Earlier this month, just as Sir Christopher Kelly's report on MPs' expenses was launched, reigniting the righteous indignation of the British public, the Institute for Public Policy Research (IPPR) published its response to the scandal.
Actually, what it published was a collective think-tank response. A Future for Politics brings together essays on the reform of Westminster by seven major think tanks across the political spectrum, from Policy Exchange to CentreForum to the Fabian Society. The resulting paper reads as if Britain's wonks have forgotten their differences and joined together to rise up against the ruling political class.
However, it's a very civilised revolt. "Fascinating as all the squalid detail of expenses is, we should be able to rise above it and maintain the momentum for democratic reform," insist Tim Finch and Carey Oppenheim of IPPR in their introduction.
Many of the ideas for "fixing the essential plumbing of our body politic" in these essays aren't especially revolutionary.
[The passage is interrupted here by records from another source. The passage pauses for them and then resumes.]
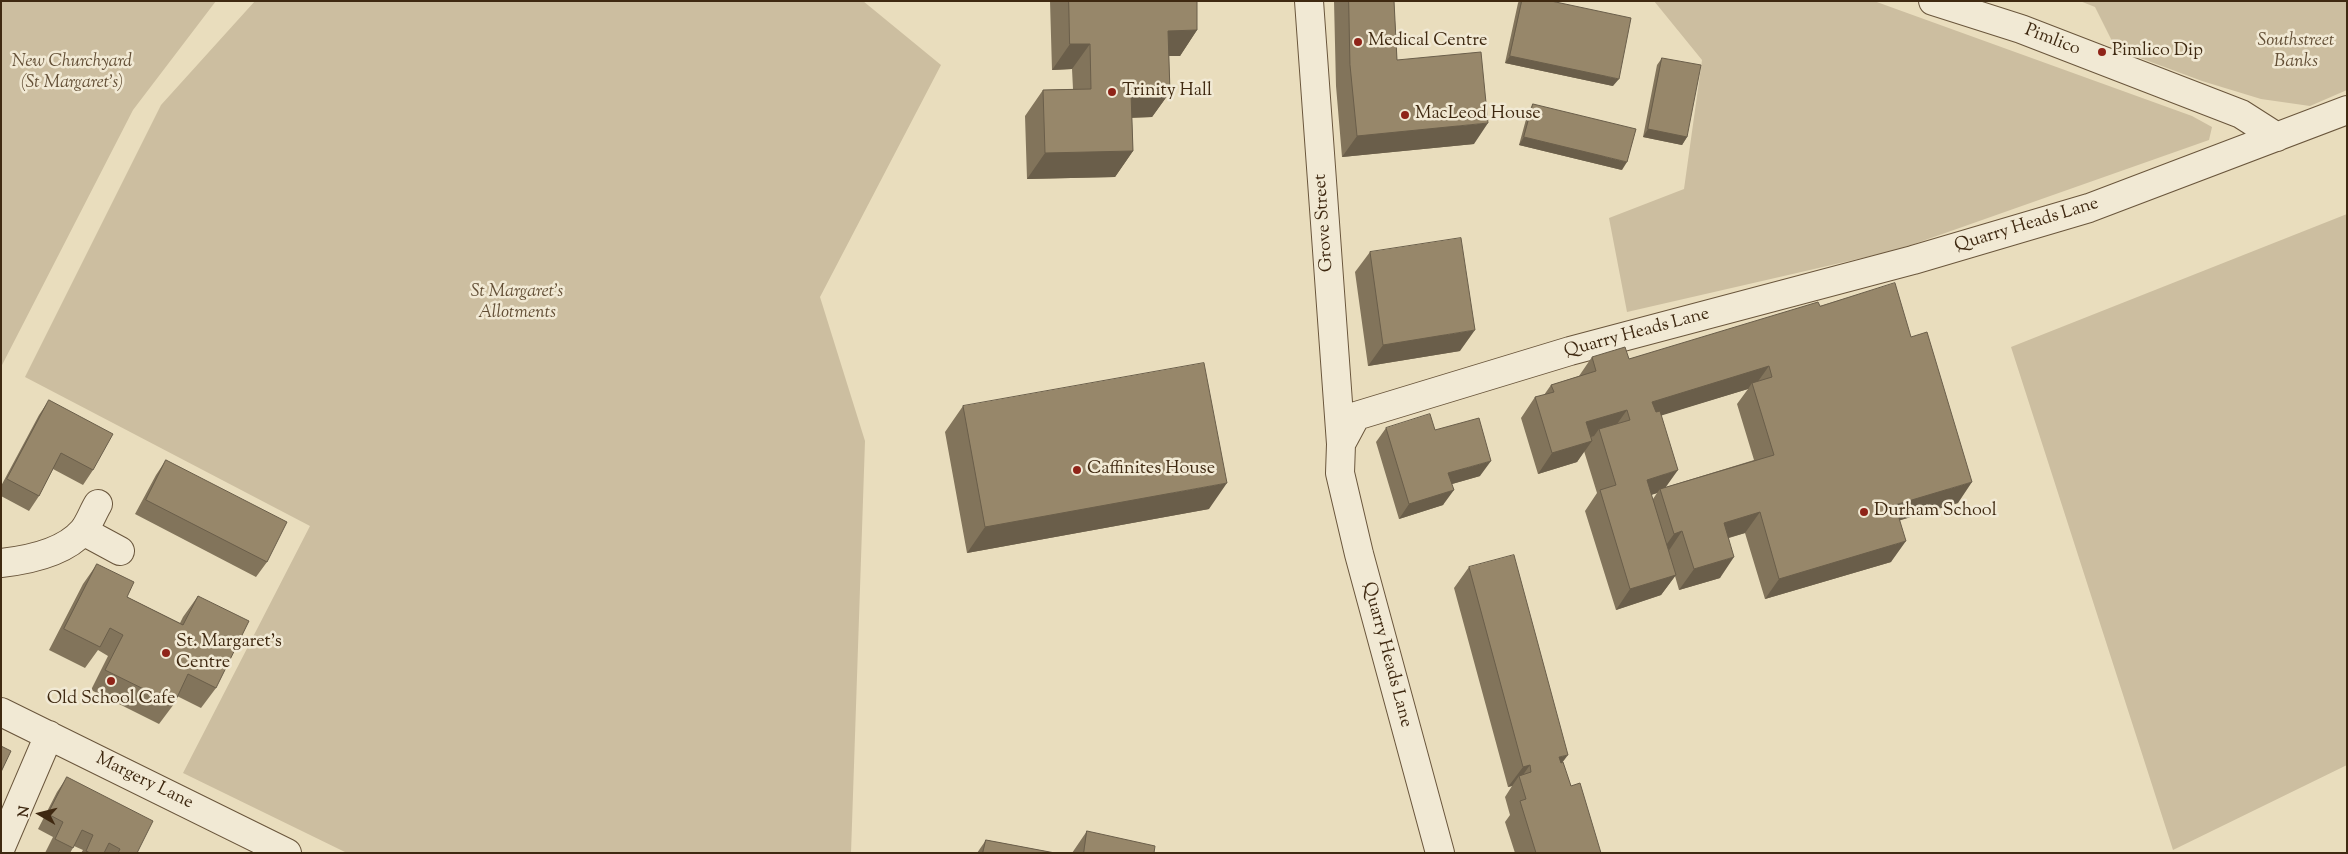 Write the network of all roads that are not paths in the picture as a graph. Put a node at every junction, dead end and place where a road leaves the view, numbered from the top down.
1 (1309, 1) edge
2 (1932, 1) edge
3 (2347, 110) edge
4 (2277, 137) junction
5 (1341, 444) junction
6 (98, 504) dead end
7 (82, 531) junction
8 (120, 551) dead end
9 (1, 563) edge
10 (1, 712) edge
11 (49, 735) junction
12 (1, 847) edge
13 (287, 853) edge
14 (1440, 853) edge

1 - 5 street, Grove Street
2 - 4 street, Pimlico
3 - 4 street, Quarry Heads Lane
4 - 5 street, Quarry Heads Lane
5 - 14 street, Quarry Heads Lane
6 - 7 street
7 - 8 street
7 - 9 street
10 - 11 street, Margery Lane
11 - 12 street
11 - 13 street, Margery Lane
There is wide support for open primaries to select candidates, while the need for greater transparency, for a better balance of power between parliament and the executive, and for more power to be placed in the hands of local authorities, are taken as givens by everyone involved.
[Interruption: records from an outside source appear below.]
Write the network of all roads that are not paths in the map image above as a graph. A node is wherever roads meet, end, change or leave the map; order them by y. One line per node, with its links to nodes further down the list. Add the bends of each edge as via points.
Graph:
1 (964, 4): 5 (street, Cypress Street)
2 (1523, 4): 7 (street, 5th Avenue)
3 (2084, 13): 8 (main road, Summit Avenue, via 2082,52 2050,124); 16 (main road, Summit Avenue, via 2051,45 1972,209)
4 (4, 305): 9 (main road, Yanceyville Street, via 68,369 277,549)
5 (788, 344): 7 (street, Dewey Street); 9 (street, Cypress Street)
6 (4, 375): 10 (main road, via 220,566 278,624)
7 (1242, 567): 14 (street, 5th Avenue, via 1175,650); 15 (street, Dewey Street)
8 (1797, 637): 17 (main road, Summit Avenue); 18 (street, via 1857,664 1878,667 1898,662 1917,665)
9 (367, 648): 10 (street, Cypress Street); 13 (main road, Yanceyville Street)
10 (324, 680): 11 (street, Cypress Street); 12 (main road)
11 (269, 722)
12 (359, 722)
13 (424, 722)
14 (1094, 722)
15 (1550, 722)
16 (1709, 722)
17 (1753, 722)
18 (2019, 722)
But on other issues, the tanks directly contradict one another. Proportional representation is one of the most important reforms for most. The think tank Reform, however, is not convinced, and Policy Exchange argues that PR would "exacerbate the root problems" behind the recent troubles, because MPs would be less accountable to "local people". Demos calls for a public accusations system based on the Roman model, in which a jury of randomly selected citizens could hold politicians to account.
CentreForum argues that too much public engagement can lead to "democratic dysfunction" and incoherent policy. And while IPPR criticises "career politicians" for making parliament look like a "parlour game", CentreForum stands up for those specialists, such as the Milibands, who know Westminster inside out.
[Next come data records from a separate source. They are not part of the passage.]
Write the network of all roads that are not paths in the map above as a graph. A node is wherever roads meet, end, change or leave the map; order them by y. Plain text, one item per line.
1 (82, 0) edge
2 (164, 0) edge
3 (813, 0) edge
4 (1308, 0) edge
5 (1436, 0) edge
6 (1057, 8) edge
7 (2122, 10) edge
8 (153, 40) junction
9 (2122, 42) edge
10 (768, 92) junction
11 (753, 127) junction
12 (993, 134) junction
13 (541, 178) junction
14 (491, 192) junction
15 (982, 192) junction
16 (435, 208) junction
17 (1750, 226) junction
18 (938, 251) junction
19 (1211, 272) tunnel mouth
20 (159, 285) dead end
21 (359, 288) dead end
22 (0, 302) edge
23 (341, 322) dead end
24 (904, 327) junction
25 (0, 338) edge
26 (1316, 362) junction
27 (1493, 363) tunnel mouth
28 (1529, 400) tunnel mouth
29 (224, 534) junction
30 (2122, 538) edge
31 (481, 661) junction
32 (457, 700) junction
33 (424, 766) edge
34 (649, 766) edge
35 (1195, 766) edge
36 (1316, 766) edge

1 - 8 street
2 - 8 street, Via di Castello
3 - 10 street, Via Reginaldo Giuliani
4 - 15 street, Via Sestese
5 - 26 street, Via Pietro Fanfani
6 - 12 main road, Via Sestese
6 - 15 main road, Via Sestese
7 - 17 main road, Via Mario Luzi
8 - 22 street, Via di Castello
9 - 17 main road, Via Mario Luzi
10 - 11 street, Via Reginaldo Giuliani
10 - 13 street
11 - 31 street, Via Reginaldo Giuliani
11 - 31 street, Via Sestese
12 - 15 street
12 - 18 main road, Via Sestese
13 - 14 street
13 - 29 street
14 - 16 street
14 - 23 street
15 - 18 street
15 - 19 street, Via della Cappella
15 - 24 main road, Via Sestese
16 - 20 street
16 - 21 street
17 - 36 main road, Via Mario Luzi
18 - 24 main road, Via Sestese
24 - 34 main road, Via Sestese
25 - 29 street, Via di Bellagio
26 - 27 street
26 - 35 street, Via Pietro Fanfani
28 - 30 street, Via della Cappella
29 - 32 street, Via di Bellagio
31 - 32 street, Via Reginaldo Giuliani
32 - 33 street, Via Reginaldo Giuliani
So IPPR's contribution is less a future for politics, more a collection of incompatible variations on a revamped political system. In terms of setting out a programme for reform, it's essentially useless. But it's a well-timed reminder that the expenses scandal represents a "seminal crisis" in British politics, equally shocking to right and left, and that there are plenty of causes to fight for in order to change Westminster.
Agenda-setting? Maybe not. But it's a (polite) call to arms.